The letter goes on to cite a report written over ten years ago by the Ministry of Community, Aboriginal and Women’s Services that outlined a number of serious concerns.

"The provincial government has not addressed or pursued any of these calls for investigations," Sims wrote. "An all-encompassing investigation in the schools and community of Bountiful must be initiated immediately. The children and women of Bountiful need this government’s protection."

Back in the United States, Third District Judge Stepehn Henriod, Salt Lake City, Utah, found cause to believe that church leader Warren Jeffs, who has been in hiding for several months, is hiding to avoid being served a summons for a sexual abuse case filed July 29 by his nephew, Brent Jeffs, 21, who alleges that Warren and two other of his uncles, Blaine Jeffs and Leslie Jeffs, sexually assaulted him when he was a child. In the complaint, Brent said that all three told him "the actions were a way to make him a man."

Based on the conclusion, Henriod ordered that notices be published in the Creston Advance, the Cortez Journal, Cortez, Colorado, the Eldorado Success in Eldorado, Texas, and in the Washington County, Utah, Spectrum.

The main group of the estimated 12,000 FLDS adherents are based in the twin cities of Colorado City, Arizona, and Hildale, Utah. After succeeding to the status of "prophet" following his father’s death in 1998, Warren ordered a three-yard thick wall be built around the compound at Hildale.

There are also compounds in Bountiful, in Eldorado, Texas, and a new one that sprang up earlier this year in Mancos, Colorado. It is believed Jeffs, who owns a private airplane, is shuttling between the compounds in an effort to avoid being served.

Once those notices have been confirmed to have been published, Jeffs will have 20 days to respond to answer to the charges.

In his complaint, Brent says that the incidents of sexual abuse took place in the 1980s, when he was five and six years old, at the church’s now-defunct private Alta Academy in Salt Lake City. The suit names his three uncles and the FLDS Church as church leaders, he said, knew of the acts but did nothing to stop them.

He is seeking unspecified damages and is also seeking reimbursement of money he and his parents paid into the United Effort Plan, a church trust established decades ago to provide for FLDS families, and to stop current church leaders from disposing of any trust assets.

Reports indicate that since taking over the church, Warren Jeffs has re-written the trust by-laws to give himself total control of the fund, and that he’s using it as his personal treasure chest. Those who’ve protested his actions, including Boundary County’s Winston Blackmore, have been excommunicated from the fold, and their "wives" and children taken and given to other men deemed faithful by Jeffs.

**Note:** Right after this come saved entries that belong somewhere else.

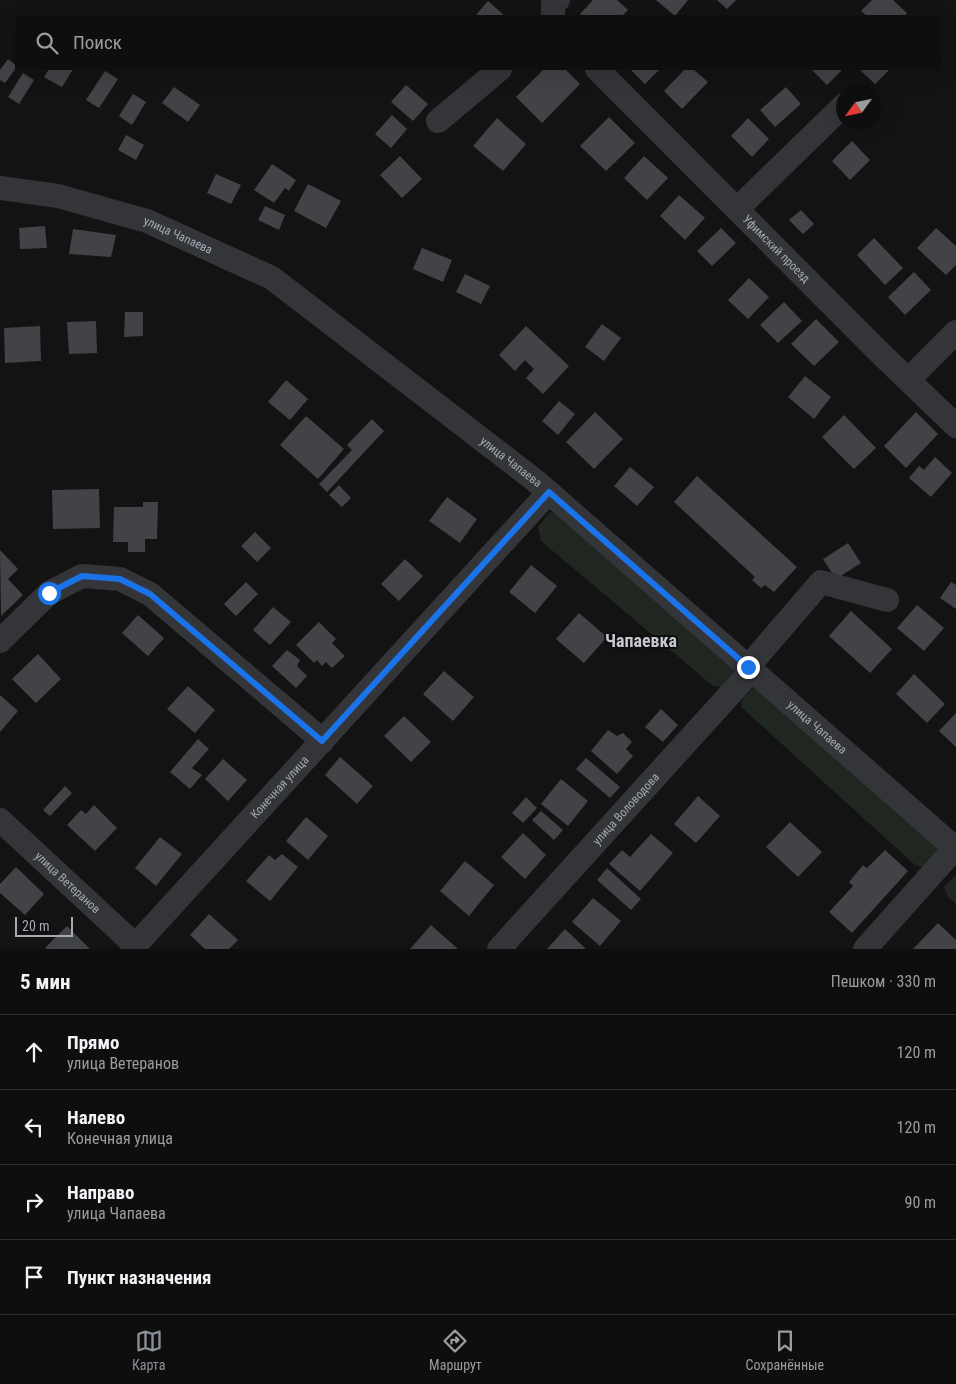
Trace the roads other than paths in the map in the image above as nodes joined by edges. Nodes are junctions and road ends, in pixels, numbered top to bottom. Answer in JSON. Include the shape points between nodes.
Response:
{"nodes":[{"id":1,"x":558,"y":0,"type":"edge"},
{"id":2,"x":553,"y":15,"type":"edge"},
{"id":3,"x":499,"y":70,"type":"edge"},
{"id":4,"x":598,"y":70,"type":"edge"},
{"id":5,"x":836,"y":113,"type":"edge"},
{"id":6,"x":438,"y":121,"type":"dead end"},
{"id":7,"x":0,"y":188,"type":"edge"},
{"id":8,"x":737,"y":209,"type":"junction"},
{"id":9,"x":956,"y":332,"type":"edge"},
{"id":10,"x":908,"y":380,"type":"junction"},
{"id":11,"x":956,"y":426,"type":"edge"},
{"id":12,"x":549,"y":492,"type":"junction"},
{"id":13,"x":887,"y":600,"type":"dead end"},
{"id":14,"x":0,"y":641,"type":"edge"},
{"id":15,"x":750,"y":669,"type":"junction"},
{"id":16,"x":322,"y":741,"type":"junction"},
{"id":17,"x":0,"y":820,"type":"edge"},
{"id":18,"x":955,"y":848,"type":"edge"},
{"id":19,"x":134,"y":947,"type":"edge"},
{"id":20,"x":499,"y":949,"type":"edge"},
{"id":21,"x":865,"y":949,"type":"edge"}],
"edges":[{"from":1,"to":2,"type":"street","via":[[553,4]]},
{"from":3,"to":6,"type":"street"},
{"from":4,"to":8,"type":"street","name":"Уфимский проезд"},
{"from":5,"to":8,"type":"street"},
{"from":7,"to":12,"type":"street","name":"улица Чапаева","via":[[58,196],[147,221],[272,278]]},
{"from":8,"to":10,"type":"street","name":"Уфимский проезд"},
{"from":9,"to":10,"type":"street"},
{"from":10,"to":11,"type":"street","name":"Уфимский проезд"},
{"from":12,"to":15,"type":"street","name":"улица Чапаева"},
{"from":12,"to":16,"type":"street","name":"Конечная улица"},
{"from":13,"to":15,"type":"street","name":"улица Воловодова","via":[[821,582]]},
{"from":14,"to":16,"type":"street","via":[[49,593],[82,576],[120,579],[150,594]]},
{"from":15,"to":18,"type":"street","name":"улица Чапаева"},
{"from":15,"to":20,"type":"street","name":"улица Воловодова"},
{"from":16,"to":19,"type":"street","name":"Конечная улица"},
{"from":17,"to":19,"type":"street","name":"улица Ветеранов"},
{"from":18,"to":21,"type":"street"}]}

Rather than lose his wives to Jeffs, it is reported that Blackmore’s excommunication caused a rift in the church, and a number of adherents have broken away from Jeffs, who is viewed as a radical fanatic, to follow Blackmore, who is considered more moderate.

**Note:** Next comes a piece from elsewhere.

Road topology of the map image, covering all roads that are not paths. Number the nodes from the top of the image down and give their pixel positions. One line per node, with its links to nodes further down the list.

There are also reports that young women, some as young as 13 years old, are being moved between compounds and given to much older men as "celestial brides," who have no legal rights or right of property ownership, making them, in effect, concubines. According to those who’ve studied the group, these young women are encouraged to have numerous children and to seek state support as single mothers to help feed them.

These children, it is said, grow up knowing little else but the teachings of the FLDS Church. The boys, it is said, are raised from birth to serve the church by working for church-owned businesses, wherein most of what they earn goes into the United Effort Plan, while the girls are raised to be "brides" and to have more children.